With nothing added and nothing dropped, write out all of the entries below.

--- Data extract Enclosed Below ---

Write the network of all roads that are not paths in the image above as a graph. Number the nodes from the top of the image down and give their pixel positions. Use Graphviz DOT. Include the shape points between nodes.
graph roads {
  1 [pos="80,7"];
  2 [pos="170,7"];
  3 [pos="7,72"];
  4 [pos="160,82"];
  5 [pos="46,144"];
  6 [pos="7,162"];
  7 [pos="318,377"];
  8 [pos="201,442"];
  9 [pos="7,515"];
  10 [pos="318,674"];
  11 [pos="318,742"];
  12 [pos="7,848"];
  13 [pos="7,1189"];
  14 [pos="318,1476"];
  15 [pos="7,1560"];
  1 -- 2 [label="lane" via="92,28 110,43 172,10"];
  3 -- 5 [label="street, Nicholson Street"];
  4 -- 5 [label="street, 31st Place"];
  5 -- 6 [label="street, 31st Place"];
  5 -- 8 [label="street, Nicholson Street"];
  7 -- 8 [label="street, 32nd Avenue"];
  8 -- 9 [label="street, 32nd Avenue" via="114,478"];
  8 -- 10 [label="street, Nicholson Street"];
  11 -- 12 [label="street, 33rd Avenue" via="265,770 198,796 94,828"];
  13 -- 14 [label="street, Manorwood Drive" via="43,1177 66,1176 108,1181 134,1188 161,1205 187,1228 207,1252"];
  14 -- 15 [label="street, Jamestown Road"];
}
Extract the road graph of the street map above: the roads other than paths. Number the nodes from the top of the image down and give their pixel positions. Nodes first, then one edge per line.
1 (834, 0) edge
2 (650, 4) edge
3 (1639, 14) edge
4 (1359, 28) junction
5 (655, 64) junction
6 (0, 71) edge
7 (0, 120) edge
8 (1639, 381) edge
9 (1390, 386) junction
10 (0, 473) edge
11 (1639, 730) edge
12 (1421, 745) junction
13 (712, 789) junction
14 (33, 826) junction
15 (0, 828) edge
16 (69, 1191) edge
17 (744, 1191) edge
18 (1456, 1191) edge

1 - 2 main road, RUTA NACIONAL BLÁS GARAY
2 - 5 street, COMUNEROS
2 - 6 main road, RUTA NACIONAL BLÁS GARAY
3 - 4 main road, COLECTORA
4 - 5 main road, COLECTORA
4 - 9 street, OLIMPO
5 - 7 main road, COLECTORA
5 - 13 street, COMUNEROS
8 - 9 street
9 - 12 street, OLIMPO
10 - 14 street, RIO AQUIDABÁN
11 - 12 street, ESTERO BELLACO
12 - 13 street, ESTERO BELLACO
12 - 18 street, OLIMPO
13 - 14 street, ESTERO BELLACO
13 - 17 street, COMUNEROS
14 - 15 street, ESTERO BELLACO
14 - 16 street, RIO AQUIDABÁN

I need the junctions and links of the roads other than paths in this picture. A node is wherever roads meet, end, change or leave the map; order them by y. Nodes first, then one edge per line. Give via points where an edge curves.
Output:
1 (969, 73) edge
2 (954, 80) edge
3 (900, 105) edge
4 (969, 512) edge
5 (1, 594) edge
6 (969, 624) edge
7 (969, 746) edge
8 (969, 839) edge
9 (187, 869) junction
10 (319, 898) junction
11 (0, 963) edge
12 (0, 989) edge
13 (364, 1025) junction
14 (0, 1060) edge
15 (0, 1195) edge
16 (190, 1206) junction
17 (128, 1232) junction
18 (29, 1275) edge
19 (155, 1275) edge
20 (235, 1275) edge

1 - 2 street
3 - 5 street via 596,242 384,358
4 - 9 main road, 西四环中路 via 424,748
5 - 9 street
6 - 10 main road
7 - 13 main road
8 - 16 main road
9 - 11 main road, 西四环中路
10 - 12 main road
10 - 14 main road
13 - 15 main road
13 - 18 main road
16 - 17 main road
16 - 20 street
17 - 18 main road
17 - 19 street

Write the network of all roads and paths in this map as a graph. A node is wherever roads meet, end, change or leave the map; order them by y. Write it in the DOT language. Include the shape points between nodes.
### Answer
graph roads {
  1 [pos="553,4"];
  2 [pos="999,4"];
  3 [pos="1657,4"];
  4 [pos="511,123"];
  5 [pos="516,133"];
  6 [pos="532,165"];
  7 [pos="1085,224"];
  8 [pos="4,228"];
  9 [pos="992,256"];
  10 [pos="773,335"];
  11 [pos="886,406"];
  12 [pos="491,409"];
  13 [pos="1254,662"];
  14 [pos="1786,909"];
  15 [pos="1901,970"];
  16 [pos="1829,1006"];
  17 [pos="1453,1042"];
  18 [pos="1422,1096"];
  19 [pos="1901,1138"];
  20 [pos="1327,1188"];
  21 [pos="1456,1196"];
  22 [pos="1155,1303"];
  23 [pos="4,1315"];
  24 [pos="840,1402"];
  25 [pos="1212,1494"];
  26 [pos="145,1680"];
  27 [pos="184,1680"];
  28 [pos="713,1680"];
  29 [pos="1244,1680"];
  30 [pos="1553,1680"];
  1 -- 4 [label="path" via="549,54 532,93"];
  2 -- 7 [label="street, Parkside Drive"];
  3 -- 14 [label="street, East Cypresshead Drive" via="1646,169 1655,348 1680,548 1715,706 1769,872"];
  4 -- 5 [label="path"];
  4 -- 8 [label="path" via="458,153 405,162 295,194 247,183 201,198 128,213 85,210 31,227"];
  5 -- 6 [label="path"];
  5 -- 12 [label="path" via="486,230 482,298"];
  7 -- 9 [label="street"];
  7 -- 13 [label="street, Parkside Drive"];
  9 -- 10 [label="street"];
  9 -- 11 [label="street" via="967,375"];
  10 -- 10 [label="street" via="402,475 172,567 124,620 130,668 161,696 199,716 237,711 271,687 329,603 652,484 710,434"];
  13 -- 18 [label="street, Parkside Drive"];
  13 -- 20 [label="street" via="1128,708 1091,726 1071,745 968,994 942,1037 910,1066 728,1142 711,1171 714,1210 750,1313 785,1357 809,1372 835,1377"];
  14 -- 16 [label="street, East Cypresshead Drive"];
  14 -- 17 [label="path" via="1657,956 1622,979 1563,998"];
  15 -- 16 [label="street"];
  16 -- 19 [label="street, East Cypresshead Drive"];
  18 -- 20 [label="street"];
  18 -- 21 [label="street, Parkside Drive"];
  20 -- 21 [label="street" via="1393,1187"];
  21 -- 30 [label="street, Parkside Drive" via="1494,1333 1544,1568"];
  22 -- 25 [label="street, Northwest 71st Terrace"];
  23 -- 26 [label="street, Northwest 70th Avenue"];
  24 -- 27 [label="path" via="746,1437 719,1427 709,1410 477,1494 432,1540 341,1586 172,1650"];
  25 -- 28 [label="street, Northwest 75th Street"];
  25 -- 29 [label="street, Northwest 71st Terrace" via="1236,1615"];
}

--- End of Enclosed Data extract ---

• [Output for this exercise]:
Write the network of all roads that are not paths in the image above as a graph. Number the nodes from the top of the image down and give their pixel positions. Use Graphviz DOT. Include the shape points between nodes.
graph roads {
  1 [pos="80,7"];
  2 [pos="170,7"];
  3 [pos="7,72"];
  4 [pos="160,82"];
  5 [pos="46,144"];
  6 [pos="7,162"];
  7 [pos="318,377"];
  8 [pos="201,442"];
  9 [pos="7,515"];
  10 [pos="318,674"];
  11 [pos="318,742"];
  12 [pos="7,848"];
  13 [pos="7,1189"];
  14 [pos="318,1476"];
  15 [pos="7,1560"];
  1 -- 2 [label="lane" via="92,28 110,43 172,10"];
  3 -- 5 [label="street, Nicholson Street"];
  4 -- 5 [label="street, 31st Place"];
  5 -- 6 [label="street, 31st Place"];
  5 -- 8 [label="street, Nicholson Street"];
  7 -- 8 [label="street, 32nd Avenue"];
  8 -- 9 [label="street, 32nd Avenue" via="114,478"];
  8 -- 10 [label="street, Nicholson Street"];
  11 -- 12 [label="street, 33rd Avenue" via="265,770 198,796 94,828"];
  13 -- 14 [label="street, Manorwood Drive" via="43,1177 66,1176 108,1181 134,1188 161,1205 187,1228 207,1252"];
  14 -- 15 [label="street, Jamestown Road"];
}
Extract the road graph of the street map above: the roads other than paths. Number the nodes from the top of the image down and give their pixel positions. Nodes first, then one edge per line.
1 (834, 0) edge
2 (650, 4) edge
3 (1639, 14) edge
4 (1359, 28) junction
5 (655, 64) junction
6 (0, 71) edge
7 (0, 120) edge
8 (1639, 381) edge
9 (1390, 386) junction
10 (0, 473) edge
11 (1639, 730) edge
12 (1421, 745) junction
13 (712, 789) junction
14 (33, 826) junction
15 (0, 828) edge
16 (69, 1191) edge
17 (744, 1191) edge
18 (1456, 1191) edge

1 - 2 main road, RUTA NACIONAL BLÁS GARAY
2 - 5 street, COMUNEROS
2 - 6 main road, RUTA NACIONAL BLÁS GARAY
3 - 4 main road, COLECTORA
4 - 5 main road, COLECTORA
4 - 9 street, OLIMPO
5 - 7 main road, COLECTORA
5 - 13 street, COMUNEROS
8 - 9 street
9 - 12 street, OLIMPO
10 - 14 street, RIO AQUIDABÁN
11 - 12 street, ESTERO BELLACO
12 - 13 street, ESTERO BELLACO
12 - 18 street, OLIMPO
13 - 14 street, ESTERO BELLACO
13 - 17 street, COMUNEROS
14 - 15 street, ESTERO BELLACO
14 - 16 street, RIO AQUIDABÁN

I need the junctions and links of the roads other than paths in this picture. A node is wherever roads meet, end, change or leave the map; order them by y. Nodes first, then one edge per line. Give via points where an edge curves.
Output:
1 (969, 73) edge
2 (954, 80) edge
3 (900, 105) edge
4 (969, 512) edge
5 (1, 594) edge
6 (969, 624) edge
7 (969, 746) edge
8 (969, 839) edge
9 (187, 869) junction
10 (319, 898) junction
11 (0, 963) edge
12 (0, 989) edge
13 (364, 1025) junction
14 (0, 1060) edge
15 (0, 1195) edge
16 (190, 1206) junction
17 (128, 1232) junction
18 (29, 1275) edge
19 (155, 1275) edge
20 (235, 1275) edge

1 - 2 street
3 - 5 street via 596,242 384,358
4 - 9 main road, 西四环中路 via 424,748
5 - 9 street
6 - 10 main road
7 - 13 main road
8 - 16 main road
9 - 11 main road, 西四环中路
10 - 12 main road
10 - 14 main road
13 - 15 main road
13 - 18 main road
16 - 17 main road
16 - 20 street
17 - 18 main road
17 - 19 street

Write the network of all roads and paths in this map as a graph. A node is wherever roads meet, end, change or leave the map; order them by y. Write it in the DOT language. Include the shape points between nodes.
### Answer
graph roads {
  1 [pos="553,4"];
  2 [pos="999,4"];
  3 [pos="1657,4"];
  4 [pos="511,123"];
  5 [pos="516,133"];
  6 [pos="532,165"];
  7 [pos="1085,224"];
  8 [pos="4,228"];
  9 [pos="992,256"];
  10 [pos="773,335"];
  11 [pos="886,406"];
  12 [pos="491,409"];
  13 [pos="1254,662"];
  14 [pos="1786,909"];
  15 [pos="1901,970"];
  16 [pos="1829,1006"];
  17 [pos="1453,1042"];
  18 [pos="1422,1096"];
  19 [pos="1901,1138"];
  20 [pos="1327,1188"];
  21 [pos="1456,1196"];
  22 [pos="1155,1303"];
  23 [pos="4,1315"];
  24 [pos="840,1402"];
  25 [pos="1212,1494"];
  26 [pos="145,1680"];
  27 [pos="184,1680"];
  28 [pos="713,1680"];
  29 [pos="1244,1680"];
  30 [pos="1553,1680"];
  1 -- 4 [label="path" via="549,54 532,93"];
  2 -- 7 [label="street, Parkside Drive"];
  3 -- 14 [label="street, East Cypresshead Drive" via="1646,169 1655,348 1680,548 1715,706 1769,872"];
  4 -- 5 [label="path"];
  4 -- 8 [label="path" via="458,153 405,162 295,194 247,183 201,198 128,213 85,210 31,227"];
  5 -- 6 [label="path"];
  5 -- 12 [label="path" via="486,230 482,298"];
  7 -- 9 [label="street"];
  7 -- 13 [label="street, Parkside Drive"];
  9 -- 10 [label="street"];
  9 -- 11 [label="street" via="967,375"];
  10 -- 10 [label="street" via="402,475 172,567 124,620 130,668 161,696 199,716 237,711 271,687 329,603 652,484 710,434"];
  13 -- 18 [label="street, Parkside Drive"];
  13 -- 20 [label="street" via="1128,708 1091,726 1071,745 968,994 942,1037 910,1066 728,1142 711,1171 714,1210 750,1313 785,1357 809,1372 835,1377"];
  14 -- 16 [label="street, East Cypresshead Drive"];
  14 -- 17 [label="path" via="1657,956 1622,979 1563,998"];
  15 -- 16 [label="street"];
  16 -- 19 [label="street, East Cypresshead Drive"];
  18 -- 20 [label="street"];
  18 -- 21 [label="street, Parkside Drive"];
  20 -- 21 [label="street" via="1393,1187"];
  21 -- 30 [label="street, Parkside Drive" via="1494,1333 1544,1568"];
  22 -- 25 [label="street, Northwest 71st Terrace"];
  23 -- 26 [label="street, Northwest 70th Avenue"];
  24 -- 27 [label="path" via="746,1437 719,1427 709,1410 477,1494 432,1540 341,1586 172,1650"];
  25 -- 28 [label="street, Northwest 75th Street"];
  25 -- 29 [label="street, Northwest 71st Terrace" via="1236,1615"];
}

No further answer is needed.